Every entry below, from first to last, should be copied exactly.

▶

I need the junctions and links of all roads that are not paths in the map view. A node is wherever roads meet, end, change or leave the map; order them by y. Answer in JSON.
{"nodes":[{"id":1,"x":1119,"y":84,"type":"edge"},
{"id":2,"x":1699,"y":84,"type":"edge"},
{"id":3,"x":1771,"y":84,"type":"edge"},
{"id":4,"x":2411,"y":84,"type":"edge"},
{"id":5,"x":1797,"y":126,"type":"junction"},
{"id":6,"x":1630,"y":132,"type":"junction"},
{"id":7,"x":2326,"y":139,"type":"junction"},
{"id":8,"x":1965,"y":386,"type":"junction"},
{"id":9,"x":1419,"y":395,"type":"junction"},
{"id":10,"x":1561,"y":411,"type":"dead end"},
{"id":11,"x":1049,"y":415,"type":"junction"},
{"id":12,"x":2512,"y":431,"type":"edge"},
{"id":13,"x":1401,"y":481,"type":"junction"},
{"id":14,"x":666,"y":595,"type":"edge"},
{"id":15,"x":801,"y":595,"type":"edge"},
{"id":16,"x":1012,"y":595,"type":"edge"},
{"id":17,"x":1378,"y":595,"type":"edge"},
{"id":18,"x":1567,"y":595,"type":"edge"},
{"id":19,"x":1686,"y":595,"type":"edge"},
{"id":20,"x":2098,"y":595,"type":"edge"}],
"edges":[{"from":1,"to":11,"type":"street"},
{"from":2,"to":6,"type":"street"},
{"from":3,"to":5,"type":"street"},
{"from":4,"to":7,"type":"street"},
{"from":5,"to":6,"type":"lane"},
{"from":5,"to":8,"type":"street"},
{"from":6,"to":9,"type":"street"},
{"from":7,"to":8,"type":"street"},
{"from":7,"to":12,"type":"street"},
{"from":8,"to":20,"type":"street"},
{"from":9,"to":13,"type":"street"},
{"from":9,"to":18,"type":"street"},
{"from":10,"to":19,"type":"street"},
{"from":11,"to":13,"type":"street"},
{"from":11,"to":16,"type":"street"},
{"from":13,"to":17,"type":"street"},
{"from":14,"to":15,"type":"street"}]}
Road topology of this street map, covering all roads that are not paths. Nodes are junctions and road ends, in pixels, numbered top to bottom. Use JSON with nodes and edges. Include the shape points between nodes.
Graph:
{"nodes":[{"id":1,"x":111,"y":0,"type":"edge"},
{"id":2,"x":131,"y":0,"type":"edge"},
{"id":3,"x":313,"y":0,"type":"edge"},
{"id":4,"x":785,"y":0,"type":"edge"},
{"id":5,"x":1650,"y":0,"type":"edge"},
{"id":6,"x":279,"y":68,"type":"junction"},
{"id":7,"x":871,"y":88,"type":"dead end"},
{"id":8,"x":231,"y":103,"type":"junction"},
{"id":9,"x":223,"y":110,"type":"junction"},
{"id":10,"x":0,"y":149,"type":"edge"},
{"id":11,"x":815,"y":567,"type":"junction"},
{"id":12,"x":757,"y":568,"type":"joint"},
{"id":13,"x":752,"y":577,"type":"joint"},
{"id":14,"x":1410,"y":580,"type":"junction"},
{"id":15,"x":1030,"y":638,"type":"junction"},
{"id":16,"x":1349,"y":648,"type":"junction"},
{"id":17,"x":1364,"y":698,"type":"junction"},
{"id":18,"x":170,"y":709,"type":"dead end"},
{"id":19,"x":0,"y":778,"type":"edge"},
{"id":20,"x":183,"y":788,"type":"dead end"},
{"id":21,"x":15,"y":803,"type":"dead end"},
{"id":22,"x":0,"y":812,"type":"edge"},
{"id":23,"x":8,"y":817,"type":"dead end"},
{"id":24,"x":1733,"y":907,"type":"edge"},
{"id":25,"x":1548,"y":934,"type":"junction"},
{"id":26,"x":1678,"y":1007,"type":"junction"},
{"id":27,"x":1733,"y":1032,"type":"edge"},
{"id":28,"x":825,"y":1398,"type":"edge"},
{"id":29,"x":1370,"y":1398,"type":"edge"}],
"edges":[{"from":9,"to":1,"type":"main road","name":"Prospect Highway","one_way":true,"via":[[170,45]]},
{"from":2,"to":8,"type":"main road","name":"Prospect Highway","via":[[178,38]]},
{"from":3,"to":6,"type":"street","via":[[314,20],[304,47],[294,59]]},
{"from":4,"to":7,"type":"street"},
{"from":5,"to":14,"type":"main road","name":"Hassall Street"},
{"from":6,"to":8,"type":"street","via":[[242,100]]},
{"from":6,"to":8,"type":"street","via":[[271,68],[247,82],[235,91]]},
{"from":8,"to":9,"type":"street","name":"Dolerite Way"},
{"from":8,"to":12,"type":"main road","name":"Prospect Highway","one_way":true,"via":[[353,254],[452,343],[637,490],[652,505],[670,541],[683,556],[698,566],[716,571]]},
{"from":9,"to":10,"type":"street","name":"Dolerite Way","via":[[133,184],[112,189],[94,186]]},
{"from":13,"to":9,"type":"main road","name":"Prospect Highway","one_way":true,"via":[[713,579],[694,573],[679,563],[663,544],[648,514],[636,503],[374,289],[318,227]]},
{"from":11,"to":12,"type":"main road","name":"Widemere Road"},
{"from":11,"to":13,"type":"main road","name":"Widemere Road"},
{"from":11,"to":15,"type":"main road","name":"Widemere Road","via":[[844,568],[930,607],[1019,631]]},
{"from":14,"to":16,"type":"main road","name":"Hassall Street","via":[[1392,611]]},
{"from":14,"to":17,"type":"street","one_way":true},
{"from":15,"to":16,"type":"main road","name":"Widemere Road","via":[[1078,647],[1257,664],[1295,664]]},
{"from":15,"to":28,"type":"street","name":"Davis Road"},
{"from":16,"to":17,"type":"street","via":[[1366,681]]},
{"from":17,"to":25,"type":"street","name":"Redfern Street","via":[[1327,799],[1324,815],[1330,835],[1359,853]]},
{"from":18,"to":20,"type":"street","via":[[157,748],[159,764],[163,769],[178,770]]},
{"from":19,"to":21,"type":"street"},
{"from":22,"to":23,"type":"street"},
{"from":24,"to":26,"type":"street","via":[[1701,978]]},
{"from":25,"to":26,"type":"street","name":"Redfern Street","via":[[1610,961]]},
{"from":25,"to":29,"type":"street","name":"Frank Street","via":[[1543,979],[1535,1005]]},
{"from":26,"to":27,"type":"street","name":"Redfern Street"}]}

◀

• _Response to the exercise_
I need the junctions and links of all roads that are not paths in the map view. A node is wherever roads meet, end, change or leave the map; order them by y. Answer in JSON.
{"nodes":[{"id":1,"x":1119,"y":84,"type":"edge"},
{"id":2,"x":1699,"y":84,"type":"edge"},
{"id":3,"x":1771,"y":84,"type":"edge"},
{"id":4,"x":2411,"y":84,"type":"edge"},
{"id":5,"x":1797,"y":126,"type":"junction"},
{"id":6,"x":1630,"y":132,"type":"junction"},
{"id":7,"x":2326,"y":139,"type":"junction"},
{"id":8,"x":1965,"y":386,"type":"junction"},
{"id":9,"x":1419,"y":395,"type":"junction"},
{"id":10,"x":1561,"y":411,"type":"dead end"},
{"id":11,"x":1049,"y":415,"type":"junction"},
{"id":12,"x":2512,"y":431,"type":"edge"},
{"id":13,"x":1401,"y":481,"type":"junction"},
{"id":14,"x":666,"y":595,"type":"edge"},
{"id":15,"x":801,"y":595,"type":"edge"},
{"id":16,"x":1012,"y":595,"type":"edge"},
{"id":17,"x":1378,"y":595,"type":"edge"},
{"id":18,"x":1567,"y":595,"type":"edge"},
{"id":19,"x":1686,"y":595,"type":"edge"},
{"id":20,"x":2098,"y":595,"type":"edge"}],
"edges":[{"from":1,"to":11,"type":"street"},
{"from":2,"to":6,"type":"street"},
{"from":3,"to":5,"type":"street"},
{"from":4,"to":7,"type":"street"},
{"from":5,"to":6,"type":"lane"},
{"from":5,"to":8,"type":"street"},
{"from":6,"to":9,"type":"street"},
{"from":7,"to":8,"type":"street"},
{"from":7,"to":12,"type":"street"},
{"from":8,"to":20,"type":"street"},
{"from":9,"to":13,"type":"street"},
{"from":9,"to":18,"type":"street"},
{"from":10,"to":19,"type":"street"},
{"from":11,"to":13,"type":"street"},
{"from":11,"to":16,"type":"street"},
{"from":13,"to":17,"type":"street"},
{"from":14,"to":15,"type":"street"}]}
Road topology of this street map, covering all roads that are not paths. Nodes are junctions and road ends, in pixels, numbered top to bottom. Use JSON with nodes and edges. Include the shape points between nodes.
Graph:
{"nodes":[{"id":1,"x":111,"y":0,"type":"edge"},
{"id":2,"x":131,"y":0,"type":"edge"},
{"id":3,"x":313,"y":0,"type":"edge"},
{"id":4,"x":785,"y":0,"type":"edge"},
{"id":5,"x":1650,"y":0,"type":"edge"},
{"id":6,"x":279,"y":68,"type":"junction"},
{"id":7,"x":871,"y":88,"type":"dead end"},
{"id":8,"x":231,"y":103,"type":"junction"},
{"id":9,"x":223,"y":110,"type":"junction"},
{"id":10,"x":0,"y":149,"type":"edge"},
{"id":11,"x":815,"y":567,"type":"junction"},
{"id":12,"x":757,"y":568,"type":"joint"},
{"id":13,"x":752,"y":577,"type":"joint"},
{"id":14,"x":1410,"y":580,"type":"junction"},
{"id":15,"x":1030,"y":638,"type":"junction"},
{"id":16,"x":1349,"y":648,"type":"junction"},
{"id":17,"x":1364,"y":698,"type":"junction"},
{"id":18,"x":170,"y":709,"type":"dead end"},
{"id":19,"x":0,"y":778,"type":"edge"},
{"id":20,"x":183,"y":788,"type":"dead end"},
{"id":21,"x":15,"y":803,"type":"dead end"},
{"id":22,"x":0,"y":812,"type":"edge"},
{"id":23,"x":8,"y":817,"type":"dead end"},
{"id":24,"x":1733,"y":907,"type":"edge"},
{"id":25,"x":1548,"y":934,"type":"junction"},
{"id":26,"x":1678,"y":1007,"type":"junction"},
{"id":27,"x":1733,"y":1032,"type":"edge"},
{"id":28,"x":825,"y":1398,"type":"edge"},
{"id":29,"x":1370,"y":1398,"type":"edge"}],
"edges":[{"from":9,"to":1,"type":"main road","name":"Prospect Highway","one_way":true,"via":[[170,45]]},
{"from":2,"to":8,"type":"main road","name":"Prospect Highway","via":[[178,38]]},
{"from":3,"to":6,"type":"street","via":[[314,20],[304,47],[294,59]]},
{"from":4,"to":7,"type":"street"},
{"from":5,"to":14,"type":"main road","name":"Hassall Street"},
{"from":6,"to":8,"type":"street","via":[[242,100]]},
{"from":6,"to":8,"type":"street","via":[[271,68],[247,82],[235,91]]},
{"from":8,"to":9,"type":"street","name":"Dolerite Way"},
{"from":8,"to":12,"type":"main road","name":"Prospect Highway","one_way":true,"via":[[353,254],[452,343],[637,490],[652,505],[670,541],[683,556],[698,566],[716,571]]},
{"from":9,"to":10,"type":"street","name":"Dolerite Way","via":[[133,184],[112,189],[94,186]]},
{"from":13,"to":9,"type":"main road","name":"Prospect Highway","one_way":true,"via":[[713,579],[694,573],[679,563],[663,544],[648,514],[636,503],[374,289],[318,227]]},
{"from":11,"to":12,"type":"main road","name":"Widemere Road"},
{"from":11,"to":13,"type":"main road","name":"Widemere Road"},
{"from":11,"to":15,"type":"main road","name":"Widemere Road","via":[[844,568],[930,607],[1019,631]]},
{"from":14,"to":16,"type":"main road","name":"Hassall Street","via":[[1392,611]]},
{"from":14,"to":17,"type":"street","one_way":true},
{"from":15,"to":16,"type":"main road","name":"Widemere Road","via":[[1078,647],[1257,664],[1295,664]]},
{"from":15,"to":28,"type":"street","name":"Davis Road"},
{"from":16,"to":17,"type":"street","via":[[1366,681]]},
{"from":17,"to":25,"type":"street","name":"Redfern Street","via":[[1327,799],[1324,815],[1330,835],[1359,853]]},
{"from":18,"to":20,"type":"street","via":[[157,748],[159,764],[163,769],[178,770]]},
{"from":19,"to":21,"type":"street"},
{"from":22,"to":23,"type":"street"},
{"from":24,"to":26,"type":"street","via":[[1701,978]]},
{"from":25,"to":26,"type":"street","name":"Redfern Street","via":[[1610,961]]},
{"from":25,"to":29,"type":"street","name":"Frank Street","via":[[1543,979],[1535,1005]]},
{"from":26,"to":27,"type":"street","name":"Redfern Street"}]}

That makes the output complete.